Does this graph from The Spectator showing furlough claims make your blood run cold?
How close to the cliff edge is your company? Where are the pinch points, how can you cut costs to stay in business?
When Rishi Sunak announced the furlough scheme on May 5, he anticipated that some 10% of businesses would sign on. In the event, about 10 million employees have been furloughed, involving 1 million businesses.The scheme is continuing, albeit it in a watered down format—but it isn’t enough to save all companies. And it expires at the end of October. Earlier this week Pizza Express closed 67 restaurants, impacting over 1,000 people and Currys PC World followed, laying up more than 800. They follow DW Sports and Hays Travel, who made similar annoucements this week.
We’ve been here before. Back in the Great Depression–1928 – 1933 – blue chip companies like Morgan Stanley, Goldman Sachs and Bear Stearns were almost destroyed (and of course, in 2008 Bear Stearns was destroyed.)
More recently Carillion, MotherCare, British Home Stores, Jamies Italian, Patisserie Valerie, Thomas Cook have all left the stage; almost certainly because they failed to have a good handle on their liquidity needs.
Close to crashing?
We all know cash is king when the chips are down—but monitoring it closely can be problematic. Welcome to Forecast 5’s unique new daily cashflow forecasting routine. Forecast 5 creates separate, individual records for all streams, be they income, direct or overhead costs, asset acquisitions and disposals, loans taken on and advanced, and equity flows. These all impact, in their own way, Forecast 5’s key reports; cashflow, profit and loss, balance sheet and funds flow statements.
Whilst the main program divides these streams into monthly segments Forecast 5’s new Daily Cashflow (DCF) separates them into daily components over three months. Thus, if you are expecting a £30,000 receipt, payable in three installments, say on August 5, September 5 and October 5, you can see the exact impact of each payment on your cash balance, day by day over the 90 day period.
And, when you are ready, the 90 day analysis can be rolled forward for the next three monthly view.
Should, for instance, the August payment be delayed, simply move the payment in the DCF worksheet to the new expected date. If one of these payments is likely to be reduced, reduce the relevant flow in the DCF worksheet and watch the effect on the bottom line cash balance.

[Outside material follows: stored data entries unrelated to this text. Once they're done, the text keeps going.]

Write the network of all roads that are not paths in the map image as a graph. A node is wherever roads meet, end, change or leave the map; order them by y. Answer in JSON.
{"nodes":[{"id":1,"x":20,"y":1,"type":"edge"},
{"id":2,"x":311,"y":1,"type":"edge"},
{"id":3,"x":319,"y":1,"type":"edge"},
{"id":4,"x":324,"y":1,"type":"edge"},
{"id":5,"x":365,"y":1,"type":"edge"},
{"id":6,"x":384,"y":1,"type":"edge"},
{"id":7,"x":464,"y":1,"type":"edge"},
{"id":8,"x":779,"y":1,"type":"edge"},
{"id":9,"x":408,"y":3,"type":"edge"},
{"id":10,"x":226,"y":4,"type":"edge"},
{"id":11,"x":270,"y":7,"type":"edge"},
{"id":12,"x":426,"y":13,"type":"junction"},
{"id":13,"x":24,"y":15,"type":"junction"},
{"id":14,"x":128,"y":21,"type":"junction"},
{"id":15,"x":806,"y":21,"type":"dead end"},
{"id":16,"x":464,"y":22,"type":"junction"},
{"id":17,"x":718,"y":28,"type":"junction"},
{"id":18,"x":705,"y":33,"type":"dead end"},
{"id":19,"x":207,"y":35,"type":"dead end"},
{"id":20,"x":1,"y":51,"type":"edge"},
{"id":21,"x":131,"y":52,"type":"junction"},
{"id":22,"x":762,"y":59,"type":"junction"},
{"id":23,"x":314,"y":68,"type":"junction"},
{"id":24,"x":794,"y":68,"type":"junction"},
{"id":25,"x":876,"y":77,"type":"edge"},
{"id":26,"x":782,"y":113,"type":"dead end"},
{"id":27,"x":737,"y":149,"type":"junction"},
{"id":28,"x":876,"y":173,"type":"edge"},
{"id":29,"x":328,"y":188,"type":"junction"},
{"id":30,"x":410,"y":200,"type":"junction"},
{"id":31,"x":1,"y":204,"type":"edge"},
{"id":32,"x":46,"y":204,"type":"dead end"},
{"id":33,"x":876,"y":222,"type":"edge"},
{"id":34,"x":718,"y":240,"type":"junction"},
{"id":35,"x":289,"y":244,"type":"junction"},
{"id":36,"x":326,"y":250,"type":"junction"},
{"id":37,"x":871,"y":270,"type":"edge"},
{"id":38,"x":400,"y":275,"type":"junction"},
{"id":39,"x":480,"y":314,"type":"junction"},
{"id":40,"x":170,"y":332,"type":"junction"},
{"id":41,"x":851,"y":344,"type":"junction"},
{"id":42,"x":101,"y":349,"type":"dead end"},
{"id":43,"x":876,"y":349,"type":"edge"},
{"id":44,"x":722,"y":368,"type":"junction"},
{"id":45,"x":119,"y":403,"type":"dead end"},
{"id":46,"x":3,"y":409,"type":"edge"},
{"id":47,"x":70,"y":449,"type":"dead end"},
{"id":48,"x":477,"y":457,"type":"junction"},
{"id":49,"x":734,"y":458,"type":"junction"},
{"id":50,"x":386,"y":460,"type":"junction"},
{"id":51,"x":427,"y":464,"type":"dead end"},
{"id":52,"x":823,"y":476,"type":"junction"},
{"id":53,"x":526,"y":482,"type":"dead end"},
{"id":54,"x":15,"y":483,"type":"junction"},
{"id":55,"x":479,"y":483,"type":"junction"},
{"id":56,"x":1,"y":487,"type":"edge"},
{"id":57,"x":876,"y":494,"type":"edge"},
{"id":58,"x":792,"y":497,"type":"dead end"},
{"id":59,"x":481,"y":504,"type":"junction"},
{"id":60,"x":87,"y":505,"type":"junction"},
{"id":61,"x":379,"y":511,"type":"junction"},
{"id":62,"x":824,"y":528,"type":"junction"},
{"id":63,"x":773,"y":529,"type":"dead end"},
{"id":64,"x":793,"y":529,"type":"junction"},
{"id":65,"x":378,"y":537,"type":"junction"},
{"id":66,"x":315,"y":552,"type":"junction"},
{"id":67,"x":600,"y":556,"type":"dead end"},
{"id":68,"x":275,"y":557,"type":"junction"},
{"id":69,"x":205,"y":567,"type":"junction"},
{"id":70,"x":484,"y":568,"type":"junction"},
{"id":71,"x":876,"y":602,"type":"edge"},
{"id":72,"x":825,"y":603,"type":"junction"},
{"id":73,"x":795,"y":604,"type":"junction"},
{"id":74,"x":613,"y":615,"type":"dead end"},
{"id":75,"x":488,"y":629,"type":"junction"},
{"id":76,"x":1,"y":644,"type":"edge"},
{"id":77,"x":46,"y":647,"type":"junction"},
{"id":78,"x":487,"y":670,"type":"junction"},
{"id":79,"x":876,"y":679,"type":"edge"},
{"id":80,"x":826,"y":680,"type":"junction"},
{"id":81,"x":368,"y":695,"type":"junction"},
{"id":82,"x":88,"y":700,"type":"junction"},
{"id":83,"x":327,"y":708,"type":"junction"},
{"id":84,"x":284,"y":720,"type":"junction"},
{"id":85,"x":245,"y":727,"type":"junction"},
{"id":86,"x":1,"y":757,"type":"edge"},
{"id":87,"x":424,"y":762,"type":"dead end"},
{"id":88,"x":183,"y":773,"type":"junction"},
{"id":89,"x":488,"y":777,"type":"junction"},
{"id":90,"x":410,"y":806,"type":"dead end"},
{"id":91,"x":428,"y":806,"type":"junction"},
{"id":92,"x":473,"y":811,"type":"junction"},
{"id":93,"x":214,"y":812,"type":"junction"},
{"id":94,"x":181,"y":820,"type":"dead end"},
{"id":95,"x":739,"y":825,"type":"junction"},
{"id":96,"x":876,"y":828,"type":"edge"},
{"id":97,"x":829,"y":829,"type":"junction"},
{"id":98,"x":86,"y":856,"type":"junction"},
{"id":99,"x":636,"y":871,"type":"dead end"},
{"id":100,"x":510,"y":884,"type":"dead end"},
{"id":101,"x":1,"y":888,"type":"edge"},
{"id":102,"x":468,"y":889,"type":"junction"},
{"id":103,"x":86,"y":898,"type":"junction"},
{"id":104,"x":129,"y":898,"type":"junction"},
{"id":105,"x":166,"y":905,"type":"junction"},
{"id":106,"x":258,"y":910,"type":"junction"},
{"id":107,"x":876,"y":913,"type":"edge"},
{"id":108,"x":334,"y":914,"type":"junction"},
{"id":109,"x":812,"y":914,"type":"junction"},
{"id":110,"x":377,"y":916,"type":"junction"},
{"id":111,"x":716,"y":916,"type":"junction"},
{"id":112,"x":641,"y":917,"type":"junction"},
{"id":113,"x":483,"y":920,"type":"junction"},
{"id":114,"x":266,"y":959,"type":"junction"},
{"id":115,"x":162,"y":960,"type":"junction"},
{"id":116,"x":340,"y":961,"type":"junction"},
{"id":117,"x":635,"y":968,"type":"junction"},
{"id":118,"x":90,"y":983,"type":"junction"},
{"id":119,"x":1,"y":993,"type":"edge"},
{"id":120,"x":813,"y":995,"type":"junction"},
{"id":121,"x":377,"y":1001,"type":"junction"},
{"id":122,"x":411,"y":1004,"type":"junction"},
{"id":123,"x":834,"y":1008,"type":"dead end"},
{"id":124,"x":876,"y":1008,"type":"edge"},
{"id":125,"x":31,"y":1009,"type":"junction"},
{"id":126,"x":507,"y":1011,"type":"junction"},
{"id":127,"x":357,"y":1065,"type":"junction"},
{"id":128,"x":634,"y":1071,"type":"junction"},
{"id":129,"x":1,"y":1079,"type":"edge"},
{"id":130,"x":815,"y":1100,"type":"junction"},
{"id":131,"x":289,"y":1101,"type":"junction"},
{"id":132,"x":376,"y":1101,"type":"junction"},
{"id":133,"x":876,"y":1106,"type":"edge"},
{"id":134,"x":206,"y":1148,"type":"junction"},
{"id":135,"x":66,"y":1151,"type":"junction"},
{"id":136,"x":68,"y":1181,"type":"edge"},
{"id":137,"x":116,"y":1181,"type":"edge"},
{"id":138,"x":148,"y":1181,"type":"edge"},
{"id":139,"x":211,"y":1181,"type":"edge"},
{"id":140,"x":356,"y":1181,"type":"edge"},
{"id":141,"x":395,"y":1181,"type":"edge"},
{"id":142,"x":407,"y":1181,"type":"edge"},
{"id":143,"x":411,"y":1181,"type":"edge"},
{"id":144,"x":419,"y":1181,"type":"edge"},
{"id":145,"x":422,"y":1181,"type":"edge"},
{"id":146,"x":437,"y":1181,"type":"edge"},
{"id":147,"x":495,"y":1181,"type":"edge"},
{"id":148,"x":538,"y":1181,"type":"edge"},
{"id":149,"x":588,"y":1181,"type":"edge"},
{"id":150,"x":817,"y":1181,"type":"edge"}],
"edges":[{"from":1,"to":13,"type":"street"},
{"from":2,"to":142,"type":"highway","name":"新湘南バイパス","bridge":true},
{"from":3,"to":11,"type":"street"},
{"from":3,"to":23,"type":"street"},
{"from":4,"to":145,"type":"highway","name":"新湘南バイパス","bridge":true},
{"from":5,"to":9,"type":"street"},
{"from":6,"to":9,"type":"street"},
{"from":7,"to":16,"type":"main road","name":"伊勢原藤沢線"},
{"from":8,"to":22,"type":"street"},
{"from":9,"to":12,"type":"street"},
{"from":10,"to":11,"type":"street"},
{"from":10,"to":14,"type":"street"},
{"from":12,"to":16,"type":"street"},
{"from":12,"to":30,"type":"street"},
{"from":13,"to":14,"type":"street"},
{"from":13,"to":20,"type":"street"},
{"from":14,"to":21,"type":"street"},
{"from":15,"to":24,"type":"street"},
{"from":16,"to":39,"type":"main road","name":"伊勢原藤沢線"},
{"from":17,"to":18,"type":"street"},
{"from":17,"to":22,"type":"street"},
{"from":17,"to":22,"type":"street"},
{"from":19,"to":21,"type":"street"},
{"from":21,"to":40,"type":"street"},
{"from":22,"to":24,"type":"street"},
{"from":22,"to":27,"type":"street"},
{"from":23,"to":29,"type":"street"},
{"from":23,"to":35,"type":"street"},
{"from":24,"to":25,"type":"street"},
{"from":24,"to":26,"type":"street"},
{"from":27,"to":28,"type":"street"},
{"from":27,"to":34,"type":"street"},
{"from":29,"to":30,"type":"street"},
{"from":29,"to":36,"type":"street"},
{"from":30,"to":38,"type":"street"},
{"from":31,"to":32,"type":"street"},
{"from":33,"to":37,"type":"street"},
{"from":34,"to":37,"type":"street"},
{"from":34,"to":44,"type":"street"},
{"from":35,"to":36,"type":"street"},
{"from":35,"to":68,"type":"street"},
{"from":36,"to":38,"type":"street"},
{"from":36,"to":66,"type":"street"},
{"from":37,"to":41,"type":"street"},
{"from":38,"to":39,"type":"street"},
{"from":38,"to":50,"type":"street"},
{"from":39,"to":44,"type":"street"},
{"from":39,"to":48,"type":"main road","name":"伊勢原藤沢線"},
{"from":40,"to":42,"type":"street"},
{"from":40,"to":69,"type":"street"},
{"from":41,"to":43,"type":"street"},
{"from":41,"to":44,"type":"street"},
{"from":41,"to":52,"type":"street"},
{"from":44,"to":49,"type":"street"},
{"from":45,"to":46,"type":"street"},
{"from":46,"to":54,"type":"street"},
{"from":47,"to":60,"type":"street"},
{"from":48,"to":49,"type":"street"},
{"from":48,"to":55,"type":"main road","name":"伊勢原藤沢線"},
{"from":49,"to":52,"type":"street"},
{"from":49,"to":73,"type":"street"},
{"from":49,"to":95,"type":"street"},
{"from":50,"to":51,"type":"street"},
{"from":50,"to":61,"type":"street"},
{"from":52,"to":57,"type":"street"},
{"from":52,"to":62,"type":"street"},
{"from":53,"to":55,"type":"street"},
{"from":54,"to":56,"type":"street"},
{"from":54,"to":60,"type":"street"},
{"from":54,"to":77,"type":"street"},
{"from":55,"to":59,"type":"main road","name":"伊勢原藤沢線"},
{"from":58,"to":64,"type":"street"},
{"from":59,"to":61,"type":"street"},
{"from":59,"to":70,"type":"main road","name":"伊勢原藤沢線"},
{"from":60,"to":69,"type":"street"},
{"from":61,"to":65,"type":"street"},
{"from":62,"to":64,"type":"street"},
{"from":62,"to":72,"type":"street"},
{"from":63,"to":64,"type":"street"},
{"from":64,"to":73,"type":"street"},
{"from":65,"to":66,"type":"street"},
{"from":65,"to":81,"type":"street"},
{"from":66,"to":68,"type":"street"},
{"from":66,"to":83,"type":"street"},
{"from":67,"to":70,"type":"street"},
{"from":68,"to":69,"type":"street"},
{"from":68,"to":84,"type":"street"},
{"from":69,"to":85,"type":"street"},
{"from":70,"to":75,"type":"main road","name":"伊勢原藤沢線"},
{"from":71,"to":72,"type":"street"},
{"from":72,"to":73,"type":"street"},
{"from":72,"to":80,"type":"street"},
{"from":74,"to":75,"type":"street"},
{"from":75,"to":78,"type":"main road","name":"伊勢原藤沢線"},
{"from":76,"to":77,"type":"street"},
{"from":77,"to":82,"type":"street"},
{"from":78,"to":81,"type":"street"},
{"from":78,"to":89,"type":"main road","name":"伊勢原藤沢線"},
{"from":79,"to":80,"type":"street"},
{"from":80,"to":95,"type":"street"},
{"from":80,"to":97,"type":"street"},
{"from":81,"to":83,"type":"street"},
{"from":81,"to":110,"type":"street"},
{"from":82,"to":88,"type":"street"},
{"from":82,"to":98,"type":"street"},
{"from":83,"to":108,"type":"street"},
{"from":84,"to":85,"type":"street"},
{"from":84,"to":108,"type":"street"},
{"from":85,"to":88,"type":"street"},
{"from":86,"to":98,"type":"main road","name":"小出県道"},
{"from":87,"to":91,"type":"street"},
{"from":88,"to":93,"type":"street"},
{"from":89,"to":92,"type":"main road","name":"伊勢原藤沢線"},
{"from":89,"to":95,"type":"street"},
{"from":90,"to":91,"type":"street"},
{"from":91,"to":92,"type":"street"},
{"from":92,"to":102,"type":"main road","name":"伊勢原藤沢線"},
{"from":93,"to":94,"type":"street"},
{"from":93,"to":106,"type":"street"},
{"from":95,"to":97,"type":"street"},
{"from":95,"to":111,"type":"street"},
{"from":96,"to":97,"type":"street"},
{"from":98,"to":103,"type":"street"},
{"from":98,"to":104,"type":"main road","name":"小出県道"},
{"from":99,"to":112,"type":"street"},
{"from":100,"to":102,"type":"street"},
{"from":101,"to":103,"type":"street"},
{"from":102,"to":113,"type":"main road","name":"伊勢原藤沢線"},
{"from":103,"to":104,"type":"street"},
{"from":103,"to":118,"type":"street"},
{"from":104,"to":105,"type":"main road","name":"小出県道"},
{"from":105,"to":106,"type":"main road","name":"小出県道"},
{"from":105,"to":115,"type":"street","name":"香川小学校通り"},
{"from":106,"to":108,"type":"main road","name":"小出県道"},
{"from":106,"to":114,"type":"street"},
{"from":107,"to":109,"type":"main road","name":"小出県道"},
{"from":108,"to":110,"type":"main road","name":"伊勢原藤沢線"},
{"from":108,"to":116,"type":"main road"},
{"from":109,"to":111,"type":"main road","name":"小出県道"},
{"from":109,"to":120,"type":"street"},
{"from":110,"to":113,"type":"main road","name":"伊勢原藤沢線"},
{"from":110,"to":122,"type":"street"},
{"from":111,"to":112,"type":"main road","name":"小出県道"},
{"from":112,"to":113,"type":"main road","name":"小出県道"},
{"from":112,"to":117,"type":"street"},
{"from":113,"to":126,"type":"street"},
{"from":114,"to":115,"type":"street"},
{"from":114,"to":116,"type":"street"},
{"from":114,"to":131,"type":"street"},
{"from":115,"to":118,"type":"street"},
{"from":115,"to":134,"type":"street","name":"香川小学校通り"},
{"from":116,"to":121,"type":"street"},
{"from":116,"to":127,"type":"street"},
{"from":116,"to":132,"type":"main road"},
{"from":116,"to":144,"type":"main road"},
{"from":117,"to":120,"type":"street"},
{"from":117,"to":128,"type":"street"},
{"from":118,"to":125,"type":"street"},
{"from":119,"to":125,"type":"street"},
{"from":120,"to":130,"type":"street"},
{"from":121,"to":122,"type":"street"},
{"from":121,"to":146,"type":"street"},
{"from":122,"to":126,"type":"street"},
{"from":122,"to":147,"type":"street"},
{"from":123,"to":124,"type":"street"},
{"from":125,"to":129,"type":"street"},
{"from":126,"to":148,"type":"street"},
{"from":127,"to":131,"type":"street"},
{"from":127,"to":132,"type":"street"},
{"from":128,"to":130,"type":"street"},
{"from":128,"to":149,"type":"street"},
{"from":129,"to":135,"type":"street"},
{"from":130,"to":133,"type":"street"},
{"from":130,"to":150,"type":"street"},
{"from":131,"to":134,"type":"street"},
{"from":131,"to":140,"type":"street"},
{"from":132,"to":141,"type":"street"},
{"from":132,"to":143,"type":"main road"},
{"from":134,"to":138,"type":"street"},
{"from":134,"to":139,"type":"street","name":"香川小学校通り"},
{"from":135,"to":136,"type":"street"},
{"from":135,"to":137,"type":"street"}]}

If a particular income stream is expected to generate more than currently provided – happy days! – either add to the record value in Forecast 5 or add an additional record to make up the difference – resync the DCF worksheet and the effect will cascade down immediately into the Daily Cashflow.
The mechanics explained
Put it another way: Daily Cashflow is for massaging existing cashflows into their daily components, thus generating your cash balance, day by day over a rolling ninety day period.
In order to ensure accuracy in the four key reports, the main drivers of the forecast remain in Forecast 5 itself.
You can move or reduce these flows within DCF or, by adding in the body of Forecast 5 itself, you can increase these flows in the worksheet.
Watch the big picture – but focus on the minutia
While quarterly and annual forecasts are essential, in extremis you (and your bankers and investors!) will want to know exactly where you are on a day by day basis.
Forecast 5 allows you to keep tabs on both the big picture – the overall financial structure of the organisation – whilst at the same time focusing as if with a microscope on the minutia – and that’s what will count in the long run.
Users praise Forecast 5 for its ease of use and particularly its accuracy and speed—no more collating data in one spreadsheet and moving it to another with the inevitable cashflow risks involved.
Daily Cashflow now adds another important feature to the range.